● Data records:
'''
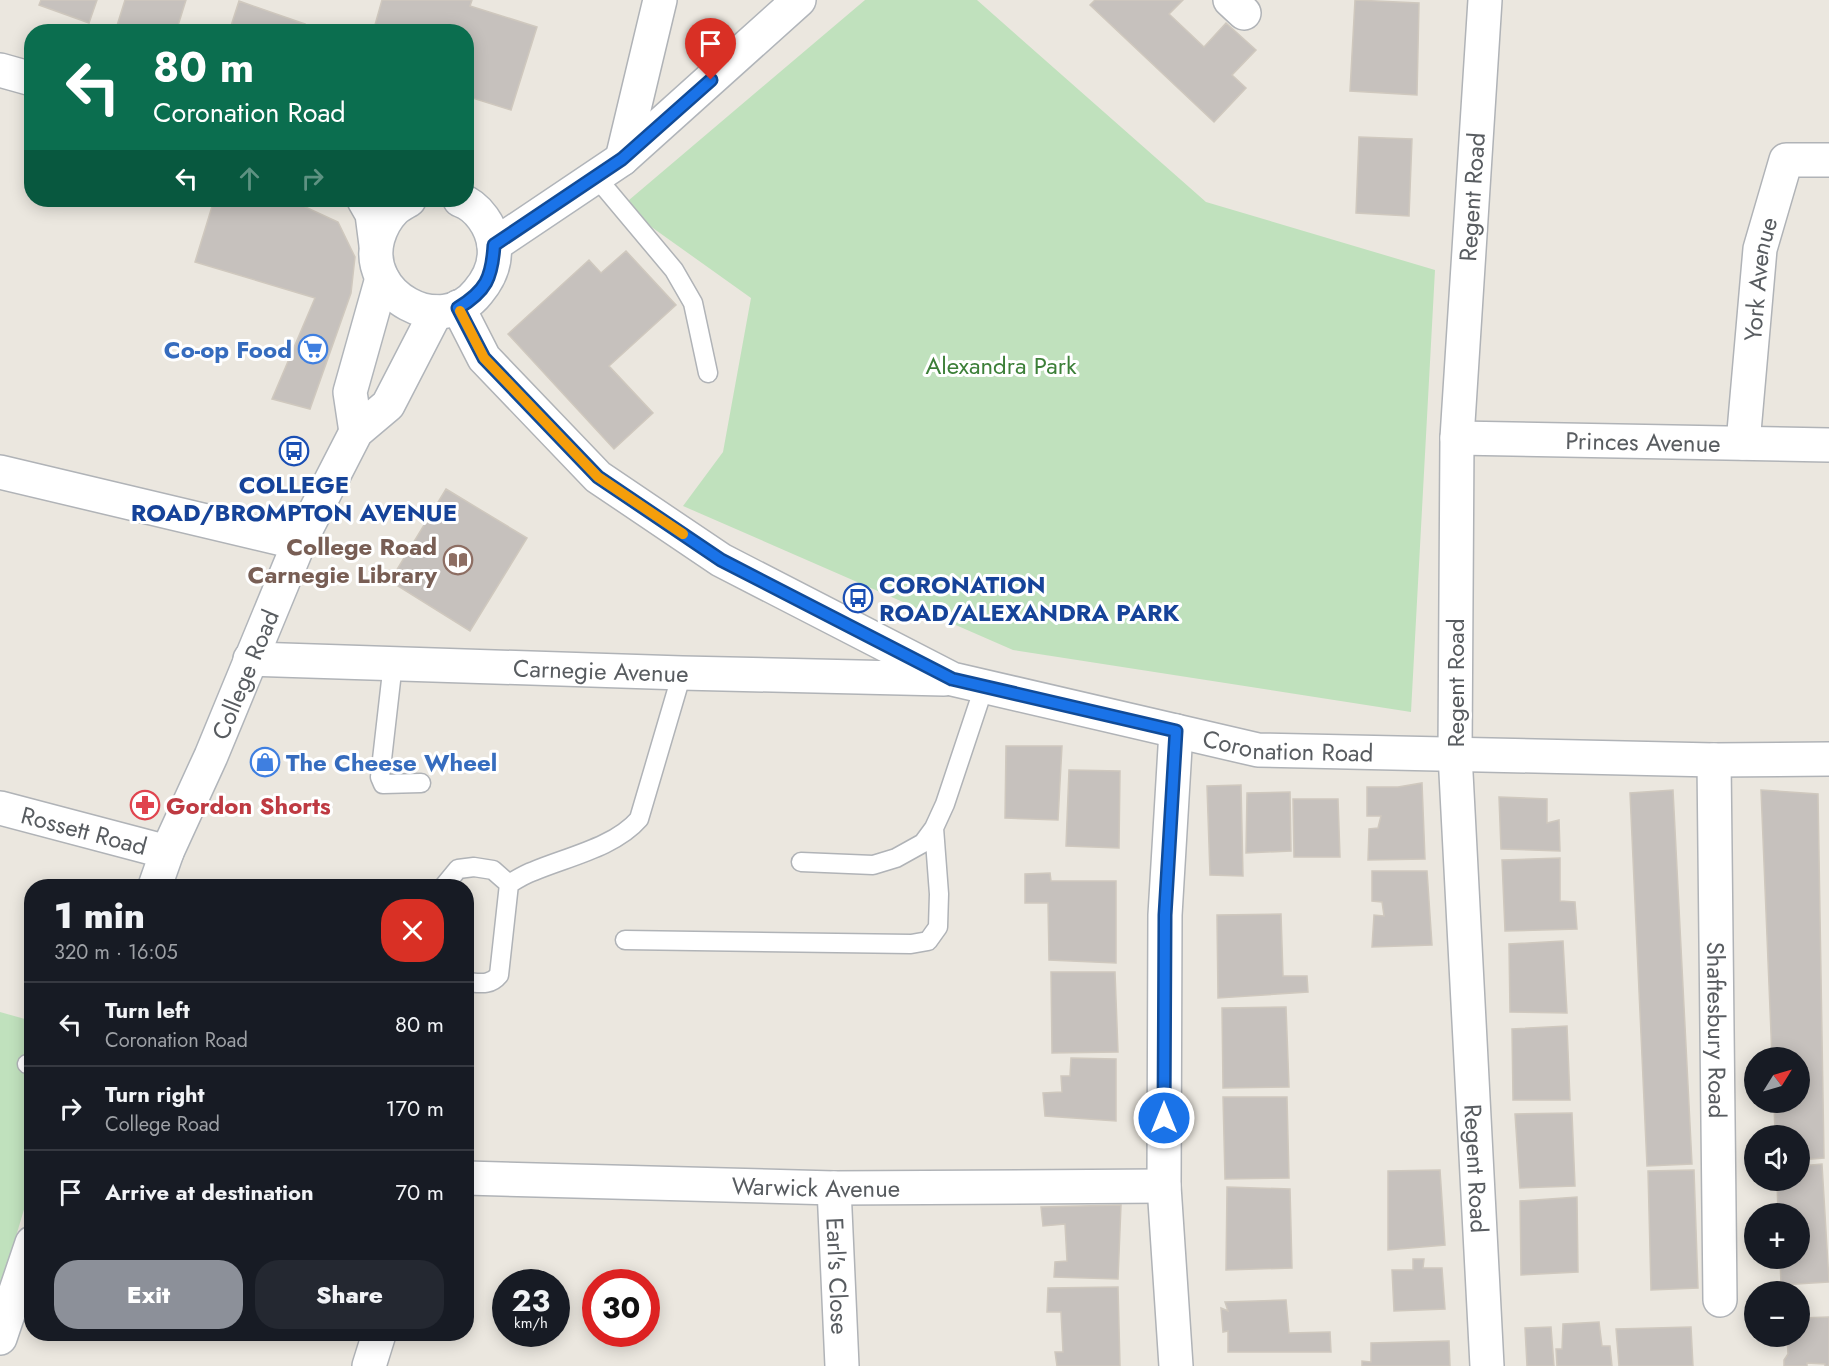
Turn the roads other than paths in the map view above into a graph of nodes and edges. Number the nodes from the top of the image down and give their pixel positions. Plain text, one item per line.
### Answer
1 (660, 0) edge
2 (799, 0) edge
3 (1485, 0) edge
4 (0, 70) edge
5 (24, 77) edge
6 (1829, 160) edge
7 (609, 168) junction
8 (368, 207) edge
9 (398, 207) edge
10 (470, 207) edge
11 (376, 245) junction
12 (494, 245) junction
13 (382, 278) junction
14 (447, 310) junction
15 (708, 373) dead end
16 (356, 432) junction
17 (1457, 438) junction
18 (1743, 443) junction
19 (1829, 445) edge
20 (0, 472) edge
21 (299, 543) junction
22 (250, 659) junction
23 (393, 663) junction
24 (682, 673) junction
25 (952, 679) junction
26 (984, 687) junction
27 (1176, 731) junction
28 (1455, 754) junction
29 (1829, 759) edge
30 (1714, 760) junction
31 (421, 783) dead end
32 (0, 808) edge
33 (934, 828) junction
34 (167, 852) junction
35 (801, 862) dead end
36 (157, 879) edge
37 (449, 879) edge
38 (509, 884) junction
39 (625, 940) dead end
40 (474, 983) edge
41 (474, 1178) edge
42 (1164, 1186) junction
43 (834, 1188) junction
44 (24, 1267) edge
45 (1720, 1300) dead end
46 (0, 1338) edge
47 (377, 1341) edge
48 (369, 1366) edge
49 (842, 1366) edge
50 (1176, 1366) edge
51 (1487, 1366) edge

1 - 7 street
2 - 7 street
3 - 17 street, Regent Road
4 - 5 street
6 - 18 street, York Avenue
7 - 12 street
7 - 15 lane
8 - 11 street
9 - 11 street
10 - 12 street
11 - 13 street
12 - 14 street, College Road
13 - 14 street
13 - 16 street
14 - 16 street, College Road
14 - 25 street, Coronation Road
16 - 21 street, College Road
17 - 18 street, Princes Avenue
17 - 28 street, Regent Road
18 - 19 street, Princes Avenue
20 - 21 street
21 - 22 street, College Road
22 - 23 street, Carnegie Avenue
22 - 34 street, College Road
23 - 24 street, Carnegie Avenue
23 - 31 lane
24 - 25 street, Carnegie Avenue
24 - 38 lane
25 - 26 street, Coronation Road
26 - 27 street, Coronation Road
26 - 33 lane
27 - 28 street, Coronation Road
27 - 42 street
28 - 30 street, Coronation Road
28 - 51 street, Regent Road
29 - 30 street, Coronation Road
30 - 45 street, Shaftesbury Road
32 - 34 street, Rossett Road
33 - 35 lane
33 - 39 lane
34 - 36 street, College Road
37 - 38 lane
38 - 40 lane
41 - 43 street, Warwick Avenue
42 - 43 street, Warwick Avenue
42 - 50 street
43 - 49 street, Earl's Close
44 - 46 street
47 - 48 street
'''
'''
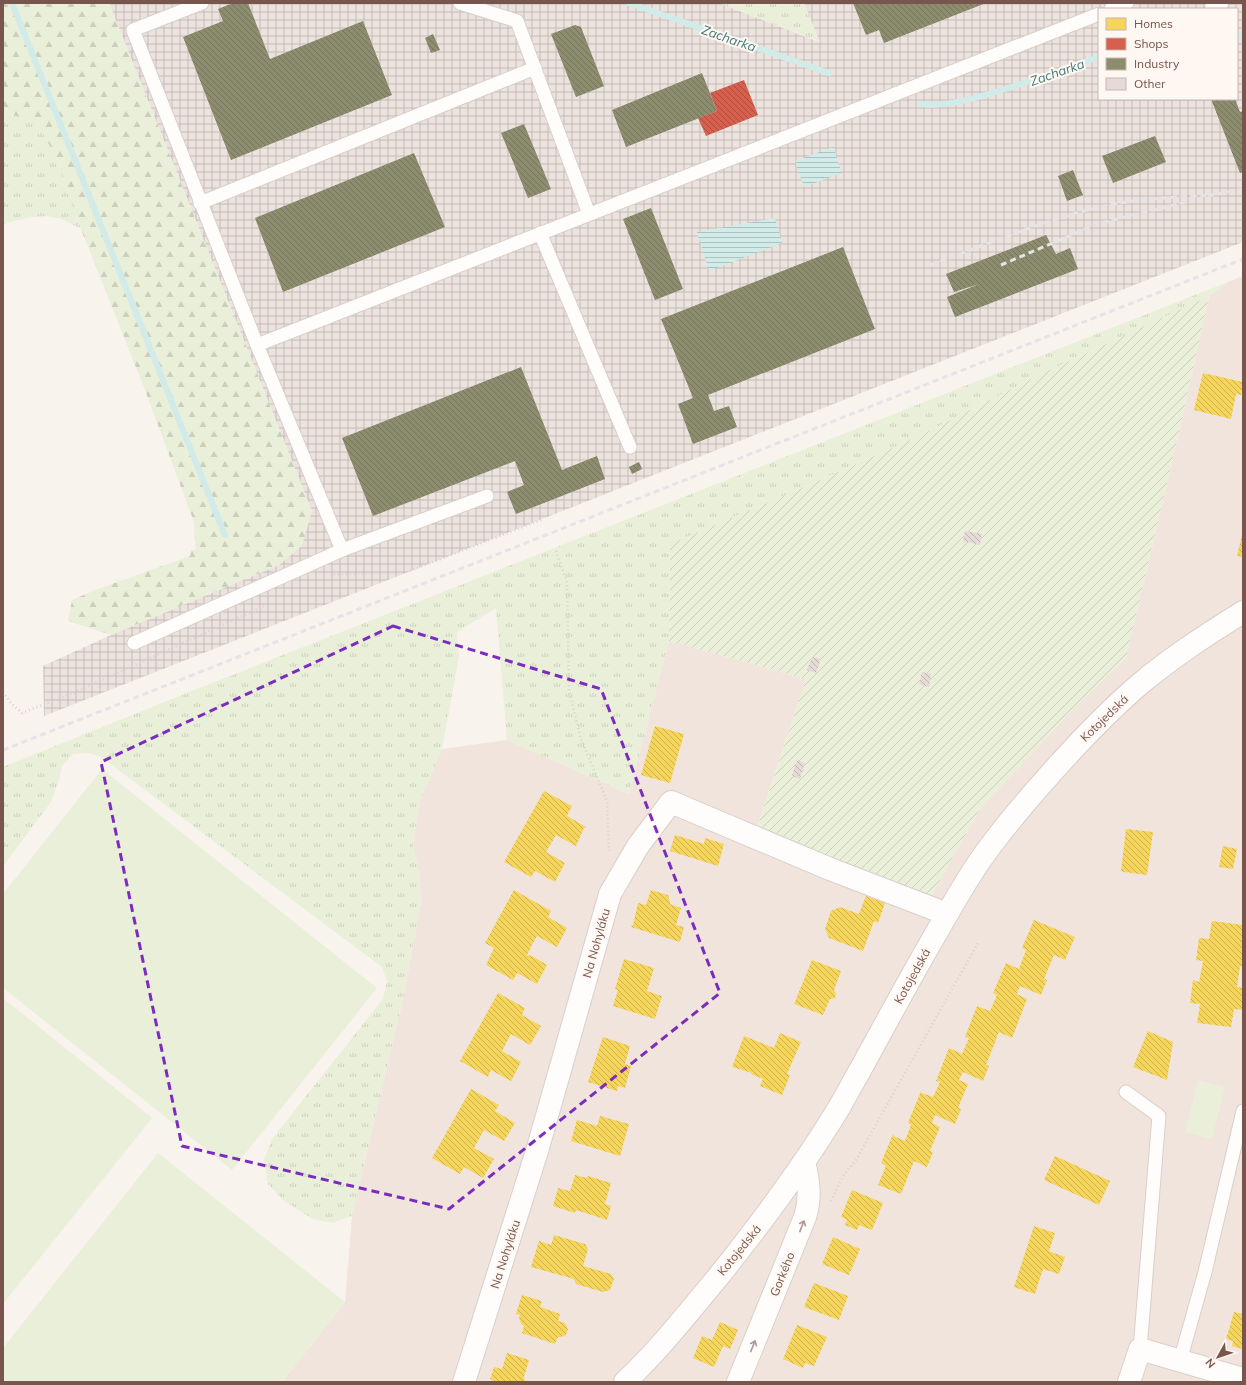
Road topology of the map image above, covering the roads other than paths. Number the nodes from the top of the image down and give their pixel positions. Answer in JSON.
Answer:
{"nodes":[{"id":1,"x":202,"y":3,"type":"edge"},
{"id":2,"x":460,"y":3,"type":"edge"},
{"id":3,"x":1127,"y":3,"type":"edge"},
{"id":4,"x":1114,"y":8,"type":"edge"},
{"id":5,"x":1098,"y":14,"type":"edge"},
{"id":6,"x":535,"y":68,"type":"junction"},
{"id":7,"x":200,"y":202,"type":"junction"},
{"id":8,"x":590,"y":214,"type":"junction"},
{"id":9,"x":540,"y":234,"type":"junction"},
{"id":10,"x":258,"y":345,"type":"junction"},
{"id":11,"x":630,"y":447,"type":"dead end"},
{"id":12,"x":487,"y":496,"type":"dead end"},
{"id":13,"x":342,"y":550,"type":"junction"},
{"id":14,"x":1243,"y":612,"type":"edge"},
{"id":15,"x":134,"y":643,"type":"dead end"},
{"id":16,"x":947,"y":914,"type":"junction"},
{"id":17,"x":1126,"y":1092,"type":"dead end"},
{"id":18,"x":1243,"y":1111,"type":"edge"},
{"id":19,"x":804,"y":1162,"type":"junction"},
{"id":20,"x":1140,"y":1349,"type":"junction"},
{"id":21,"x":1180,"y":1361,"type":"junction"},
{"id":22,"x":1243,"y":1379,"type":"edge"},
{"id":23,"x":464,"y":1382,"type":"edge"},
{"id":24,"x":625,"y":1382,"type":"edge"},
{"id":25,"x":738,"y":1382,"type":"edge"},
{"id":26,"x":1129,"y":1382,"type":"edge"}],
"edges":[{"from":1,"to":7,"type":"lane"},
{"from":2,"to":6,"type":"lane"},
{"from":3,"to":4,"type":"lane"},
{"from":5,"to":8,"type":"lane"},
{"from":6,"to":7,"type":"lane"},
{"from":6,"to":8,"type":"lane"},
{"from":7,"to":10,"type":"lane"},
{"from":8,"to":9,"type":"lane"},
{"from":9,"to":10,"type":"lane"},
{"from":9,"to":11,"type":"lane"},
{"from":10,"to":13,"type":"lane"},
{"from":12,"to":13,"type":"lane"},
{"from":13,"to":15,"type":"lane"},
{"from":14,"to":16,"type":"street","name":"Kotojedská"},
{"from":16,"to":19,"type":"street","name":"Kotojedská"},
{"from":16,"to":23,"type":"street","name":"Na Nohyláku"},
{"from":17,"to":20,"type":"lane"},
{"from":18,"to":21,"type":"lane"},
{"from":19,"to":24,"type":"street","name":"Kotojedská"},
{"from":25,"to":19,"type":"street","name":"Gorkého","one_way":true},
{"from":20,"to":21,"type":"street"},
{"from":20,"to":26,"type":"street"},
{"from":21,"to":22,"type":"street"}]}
'''
'''
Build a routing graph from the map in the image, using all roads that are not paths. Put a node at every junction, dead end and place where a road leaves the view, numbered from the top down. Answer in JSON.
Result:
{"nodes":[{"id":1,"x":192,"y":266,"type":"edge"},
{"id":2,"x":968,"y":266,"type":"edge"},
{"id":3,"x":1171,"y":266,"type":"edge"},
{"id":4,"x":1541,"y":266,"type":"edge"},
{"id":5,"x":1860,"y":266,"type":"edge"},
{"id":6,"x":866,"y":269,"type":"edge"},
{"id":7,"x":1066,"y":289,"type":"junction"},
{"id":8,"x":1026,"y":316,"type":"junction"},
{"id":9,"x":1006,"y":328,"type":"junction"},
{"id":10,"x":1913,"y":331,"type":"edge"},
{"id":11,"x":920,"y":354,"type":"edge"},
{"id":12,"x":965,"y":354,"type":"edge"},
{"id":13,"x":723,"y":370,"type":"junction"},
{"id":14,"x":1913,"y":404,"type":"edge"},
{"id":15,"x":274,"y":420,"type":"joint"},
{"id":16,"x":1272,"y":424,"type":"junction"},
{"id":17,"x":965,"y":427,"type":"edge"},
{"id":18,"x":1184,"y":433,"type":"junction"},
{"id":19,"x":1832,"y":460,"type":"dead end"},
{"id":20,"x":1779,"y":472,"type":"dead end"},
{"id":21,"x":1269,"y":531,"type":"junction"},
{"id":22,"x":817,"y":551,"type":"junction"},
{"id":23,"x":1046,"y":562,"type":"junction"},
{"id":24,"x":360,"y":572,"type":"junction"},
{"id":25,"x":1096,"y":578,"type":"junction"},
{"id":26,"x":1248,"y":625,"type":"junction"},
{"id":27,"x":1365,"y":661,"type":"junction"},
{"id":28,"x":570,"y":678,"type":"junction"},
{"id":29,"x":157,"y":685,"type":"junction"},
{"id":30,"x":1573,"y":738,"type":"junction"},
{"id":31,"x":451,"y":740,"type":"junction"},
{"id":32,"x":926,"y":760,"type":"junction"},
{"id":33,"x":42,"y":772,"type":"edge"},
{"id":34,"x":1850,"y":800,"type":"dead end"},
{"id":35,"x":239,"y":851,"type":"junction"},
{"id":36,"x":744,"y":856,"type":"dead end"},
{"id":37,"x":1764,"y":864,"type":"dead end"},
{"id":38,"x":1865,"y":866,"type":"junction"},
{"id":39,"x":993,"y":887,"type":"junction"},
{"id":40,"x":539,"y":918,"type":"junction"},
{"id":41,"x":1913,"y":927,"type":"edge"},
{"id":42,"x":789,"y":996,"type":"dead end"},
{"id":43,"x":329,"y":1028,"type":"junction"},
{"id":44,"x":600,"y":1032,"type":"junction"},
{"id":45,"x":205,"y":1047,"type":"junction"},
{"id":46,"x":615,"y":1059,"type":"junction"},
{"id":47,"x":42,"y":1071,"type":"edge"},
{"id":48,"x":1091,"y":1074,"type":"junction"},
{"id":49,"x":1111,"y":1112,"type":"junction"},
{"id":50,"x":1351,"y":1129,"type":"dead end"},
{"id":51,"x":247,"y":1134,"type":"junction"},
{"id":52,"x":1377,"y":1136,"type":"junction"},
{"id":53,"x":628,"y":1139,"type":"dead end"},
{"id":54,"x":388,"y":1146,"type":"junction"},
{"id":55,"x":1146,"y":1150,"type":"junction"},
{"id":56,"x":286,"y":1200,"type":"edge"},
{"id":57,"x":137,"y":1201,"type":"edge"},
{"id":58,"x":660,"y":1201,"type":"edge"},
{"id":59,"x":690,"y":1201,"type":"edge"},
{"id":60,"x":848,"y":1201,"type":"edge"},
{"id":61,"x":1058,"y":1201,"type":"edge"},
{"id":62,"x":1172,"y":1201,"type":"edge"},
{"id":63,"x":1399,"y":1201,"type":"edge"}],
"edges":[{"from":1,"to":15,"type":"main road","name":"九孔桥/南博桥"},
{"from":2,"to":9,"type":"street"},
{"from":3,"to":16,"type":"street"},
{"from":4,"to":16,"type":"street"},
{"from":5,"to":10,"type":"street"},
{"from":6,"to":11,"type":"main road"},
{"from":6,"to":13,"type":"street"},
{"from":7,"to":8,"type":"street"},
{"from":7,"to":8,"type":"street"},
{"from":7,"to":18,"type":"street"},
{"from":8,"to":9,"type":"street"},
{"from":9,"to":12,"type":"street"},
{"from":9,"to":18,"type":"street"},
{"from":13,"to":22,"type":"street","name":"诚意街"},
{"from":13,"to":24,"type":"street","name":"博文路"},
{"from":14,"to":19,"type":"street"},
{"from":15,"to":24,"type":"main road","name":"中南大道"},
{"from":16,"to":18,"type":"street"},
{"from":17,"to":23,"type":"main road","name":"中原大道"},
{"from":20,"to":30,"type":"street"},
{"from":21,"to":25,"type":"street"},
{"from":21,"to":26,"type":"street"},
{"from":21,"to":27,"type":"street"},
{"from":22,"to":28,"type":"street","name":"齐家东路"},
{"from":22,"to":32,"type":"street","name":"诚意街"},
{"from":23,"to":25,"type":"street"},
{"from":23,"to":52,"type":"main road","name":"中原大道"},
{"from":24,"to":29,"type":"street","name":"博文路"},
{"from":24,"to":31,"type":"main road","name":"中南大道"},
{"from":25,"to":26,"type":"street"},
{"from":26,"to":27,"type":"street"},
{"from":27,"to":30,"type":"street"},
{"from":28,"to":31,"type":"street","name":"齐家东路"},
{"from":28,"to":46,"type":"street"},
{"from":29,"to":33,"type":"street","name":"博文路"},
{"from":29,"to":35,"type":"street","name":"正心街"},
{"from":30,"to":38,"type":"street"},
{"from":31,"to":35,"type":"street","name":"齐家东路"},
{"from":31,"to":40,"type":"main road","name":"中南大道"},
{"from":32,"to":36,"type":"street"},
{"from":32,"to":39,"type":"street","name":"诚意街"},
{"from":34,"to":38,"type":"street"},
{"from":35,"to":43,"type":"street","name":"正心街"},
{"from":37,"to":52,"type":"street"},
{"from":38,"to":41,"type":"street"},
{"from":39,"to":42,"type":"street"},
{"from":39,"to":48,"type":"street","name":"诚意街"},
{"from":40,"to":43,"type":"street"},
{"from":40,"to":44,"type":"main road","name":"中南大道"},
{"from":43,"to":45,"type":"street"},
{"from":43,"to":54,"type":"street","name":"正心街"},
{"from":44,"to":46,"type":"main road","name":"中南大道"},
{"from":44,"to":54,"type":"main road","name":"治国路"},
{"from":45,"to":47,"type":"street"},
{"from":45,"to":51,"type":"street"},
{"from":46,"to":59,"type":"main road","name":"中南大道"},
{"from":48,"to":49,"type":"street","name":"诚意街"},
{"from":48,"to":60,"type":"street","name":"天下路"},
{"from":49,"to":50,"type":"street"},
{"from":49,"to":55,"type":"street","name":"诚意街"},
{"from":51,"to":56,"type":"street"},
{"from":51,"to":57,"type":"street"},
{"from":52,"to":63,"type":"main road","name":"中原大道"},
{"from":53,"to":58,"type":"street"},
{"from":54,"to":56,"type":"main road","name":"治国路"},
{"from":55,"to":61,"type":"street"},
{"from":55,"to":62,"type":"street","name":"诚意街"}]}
'''
● How to complete this task: Return every line above where "中南大道" appears.

● Task result:
{"from":15,"to":24,"type":"main road","name":"中南大道"},
{"from":24,"to":31,"type":"main road","name":"中南大道"},
{"from":31,"to":40,"type":"main road","name":"中南大道"},
{"from":40,"to":44,"type":"main road","name":"中南大道"},
{"from":44,"to":46,"type":"main road","name":"中南大道"},
{"from":46,"to":59,"type":"main road","name":"中南大道"},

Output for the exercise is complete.